= Beginning of Section =

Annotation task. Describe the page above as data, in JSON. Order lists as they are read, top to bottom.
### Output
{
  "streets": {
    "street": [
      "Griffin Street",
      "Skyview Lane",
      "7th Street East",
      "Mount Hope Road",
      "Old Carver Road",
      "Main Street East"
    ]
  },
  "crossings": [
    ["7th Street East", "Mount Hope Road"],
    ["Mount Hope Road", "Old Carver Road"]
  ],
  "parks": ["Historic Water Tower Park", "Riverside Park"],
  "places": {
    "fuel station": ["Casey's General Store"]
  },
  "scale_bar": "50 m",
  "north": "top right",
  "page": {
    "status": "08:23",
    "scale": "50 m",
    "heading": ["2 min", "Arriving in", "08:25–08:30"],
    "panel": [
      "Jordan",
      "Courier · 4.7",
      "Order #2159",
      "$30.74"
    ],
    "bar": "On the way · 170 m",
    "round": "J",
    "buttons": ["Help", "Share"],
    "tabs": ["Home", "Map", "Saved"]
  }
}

= End of Section =

*Task details*:
The reply should consist of the records, reproduced exactly.

*Final answer*:
Annotation task. Describe the page above as data, in JSON. Order lists as they are read, top to bottom.
### Output
{
  "streets": {
    "street": [
      "Griffin Street",
      "Skyview Lane",
      "7th Street East",
      "Mount Hope Road",
      "Old Carver Road",
      "Main Street East"
    ]
  },
  "crossings": [
    ["7th Street East", "Mount Hope Road"],
    ["Mount Hope Road", "Old Carver Road"]
  ],
  "parks": ["Historic Water Tower Park", "Riverside Park"],
  "places": {
    "fuel station": ["Casey's General Store"]
  },
  "scale_bar": "50 m",
  "north": "top right",
  "page": {
    "status": "08:23",
    "scale": "50 m",
    "heading": ["2 min", "Arriving in", "08:25–08:30"],
    "panel": [
      "Jordan",
      "Courier · 4.7",
      "Order #2159",
      "$30.74"
    ],
    "bar": "On the way · 170 m",
    "round": "J",
    "buttons": ["Help", "Share"],
    "tabs": ["Home", "Map", "Saved"]
  }
}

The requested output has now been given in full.